[Data entries]
============

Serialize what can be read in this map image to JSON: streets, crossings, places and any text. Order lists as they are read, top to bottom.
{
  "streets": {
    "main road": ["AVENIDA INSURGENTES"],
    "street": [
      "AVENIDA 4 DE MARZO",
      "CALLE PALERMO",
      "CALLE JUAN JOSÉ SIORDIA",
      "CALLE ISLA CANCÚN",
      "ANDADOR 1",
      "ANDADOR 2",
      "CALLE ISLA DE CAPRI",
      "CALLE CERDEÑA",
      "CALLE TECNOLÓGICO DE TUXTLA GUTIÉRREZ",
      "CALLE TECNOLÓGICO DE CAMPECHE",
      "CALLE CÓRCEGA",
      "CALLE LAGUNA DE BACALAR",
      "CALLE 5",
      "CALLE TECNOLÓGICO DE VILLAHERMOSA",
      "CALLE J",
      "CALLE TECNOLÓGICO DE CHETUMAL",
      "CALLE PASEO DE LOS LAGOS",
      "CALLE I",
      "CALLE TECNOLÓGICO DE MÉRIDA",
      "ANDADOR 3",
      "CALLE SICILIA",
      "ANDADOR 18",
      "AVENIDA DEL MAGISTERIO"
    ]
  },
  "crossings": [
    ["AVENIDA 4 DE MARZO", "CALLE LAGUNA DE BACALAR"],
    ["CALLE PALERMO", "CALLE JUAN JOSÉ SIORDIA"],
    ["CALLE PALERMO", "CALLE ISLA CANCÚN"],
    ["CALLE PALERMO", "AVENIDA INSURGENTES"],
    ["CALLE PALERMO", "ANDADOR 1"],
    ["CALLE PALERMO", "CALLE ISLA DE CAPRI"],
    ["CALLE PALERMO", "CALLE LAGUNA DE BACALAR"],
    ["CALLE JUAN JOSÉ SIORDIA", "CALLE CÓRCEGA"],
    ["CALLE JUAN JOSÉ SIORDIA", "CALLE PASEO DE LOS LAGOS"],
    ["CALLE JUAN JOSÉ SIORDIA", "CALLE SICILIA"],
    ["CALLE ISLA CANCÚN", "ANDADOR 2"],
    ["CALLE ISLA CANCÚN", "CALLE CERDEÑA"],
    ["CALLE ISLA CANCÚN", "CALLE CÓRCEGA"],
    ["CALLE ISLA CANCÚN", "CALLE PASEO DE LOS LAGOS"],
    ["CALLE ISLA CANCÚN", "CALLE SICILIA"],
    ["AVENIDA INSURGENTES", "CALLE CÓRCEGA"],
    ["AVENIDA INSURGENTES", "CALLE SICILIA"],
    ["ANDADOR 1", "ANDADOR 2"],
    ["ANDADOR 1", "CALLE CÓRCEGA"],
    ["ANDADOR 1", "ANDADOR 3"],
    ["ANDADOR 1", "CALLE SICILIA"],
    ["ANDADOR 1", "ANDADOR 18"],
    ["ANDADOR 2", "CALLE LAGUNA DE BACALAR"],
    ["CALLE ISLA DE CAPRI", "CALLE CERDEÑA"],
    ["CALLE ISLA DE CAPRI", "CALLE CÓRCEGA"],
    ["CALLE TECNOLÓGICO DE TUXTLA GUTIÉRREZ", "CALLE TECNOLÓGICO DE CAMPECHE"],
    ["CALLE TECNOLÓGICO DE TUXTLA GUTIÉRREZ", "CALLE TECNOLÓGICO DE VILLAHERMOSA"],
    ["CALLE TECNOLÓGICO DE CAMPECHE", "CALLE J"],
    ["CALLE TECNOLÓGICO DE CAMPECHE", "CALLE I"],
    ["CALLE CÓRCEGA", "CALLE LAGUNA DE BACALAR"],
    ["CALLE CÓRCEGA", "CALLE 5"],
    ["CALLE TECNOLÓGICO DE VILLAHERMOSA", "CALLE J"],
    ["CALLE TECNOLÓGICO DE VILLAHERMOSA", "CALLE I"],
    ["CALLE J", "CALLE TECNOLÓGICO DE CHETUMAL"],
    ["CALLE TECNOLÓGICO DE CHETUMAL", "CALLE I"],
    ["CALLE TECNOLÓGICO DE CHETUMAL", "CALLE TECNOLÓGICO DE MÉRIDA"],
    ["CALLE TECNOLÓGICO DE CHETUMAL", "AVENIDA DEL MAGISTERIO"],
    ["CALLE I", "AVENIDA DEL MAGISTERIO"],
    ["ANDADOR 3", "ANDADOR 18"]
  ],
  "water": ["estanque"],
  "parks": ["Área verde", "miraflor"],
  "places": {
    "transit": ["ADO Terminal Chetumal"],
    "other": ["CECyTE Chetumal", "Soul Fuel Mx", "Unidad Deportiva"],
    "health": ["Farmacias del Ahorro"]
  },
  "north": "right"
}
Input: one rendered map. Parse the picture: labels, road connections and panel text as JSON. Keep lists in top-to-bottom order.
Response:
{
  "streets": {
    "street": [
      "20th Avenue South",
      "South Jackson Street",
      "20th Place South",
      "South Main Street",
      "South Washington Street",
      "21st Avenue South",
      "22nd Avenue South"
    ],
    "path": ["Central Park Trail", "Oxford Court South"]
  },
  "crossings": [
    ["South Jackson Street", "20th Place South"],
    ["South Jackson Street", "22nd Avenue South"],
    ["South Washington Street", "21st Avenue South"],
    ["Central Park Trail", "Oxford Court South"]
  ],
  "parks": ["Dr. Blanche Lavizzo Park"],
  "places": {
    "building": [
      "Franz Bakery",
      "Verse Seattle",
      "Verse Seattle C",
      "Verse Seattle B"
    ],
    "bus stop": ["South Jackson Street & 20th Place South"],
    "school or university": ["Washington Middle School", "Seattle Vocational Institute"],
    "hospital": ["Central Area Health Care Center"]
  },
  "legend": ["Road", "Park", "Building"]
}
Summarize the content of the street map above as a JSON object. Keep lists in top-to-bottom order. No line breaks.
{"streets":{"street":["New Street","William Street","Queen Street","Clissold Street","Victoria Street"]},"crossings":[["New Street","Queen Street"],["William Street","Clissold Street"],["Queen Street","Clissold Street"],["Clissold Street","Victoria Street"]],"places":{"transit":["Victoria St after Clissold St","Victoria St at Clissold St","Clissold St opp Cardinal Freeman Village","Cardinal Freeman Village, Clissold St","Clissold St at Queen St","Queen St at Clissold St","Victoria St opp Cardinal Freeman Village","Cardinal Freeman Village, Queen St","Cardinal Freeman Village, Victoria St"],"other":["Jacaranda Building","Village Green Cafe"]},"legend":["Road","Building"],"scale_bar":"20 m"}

============

[What the task requires] Filter the records above for lines containing the word "Court", and copy those lines.

[Result for this exercise]
    "path": ["Central Park Trail", "Oxford Court South"]
    ["Central Park Trail", "Oxford Court South"]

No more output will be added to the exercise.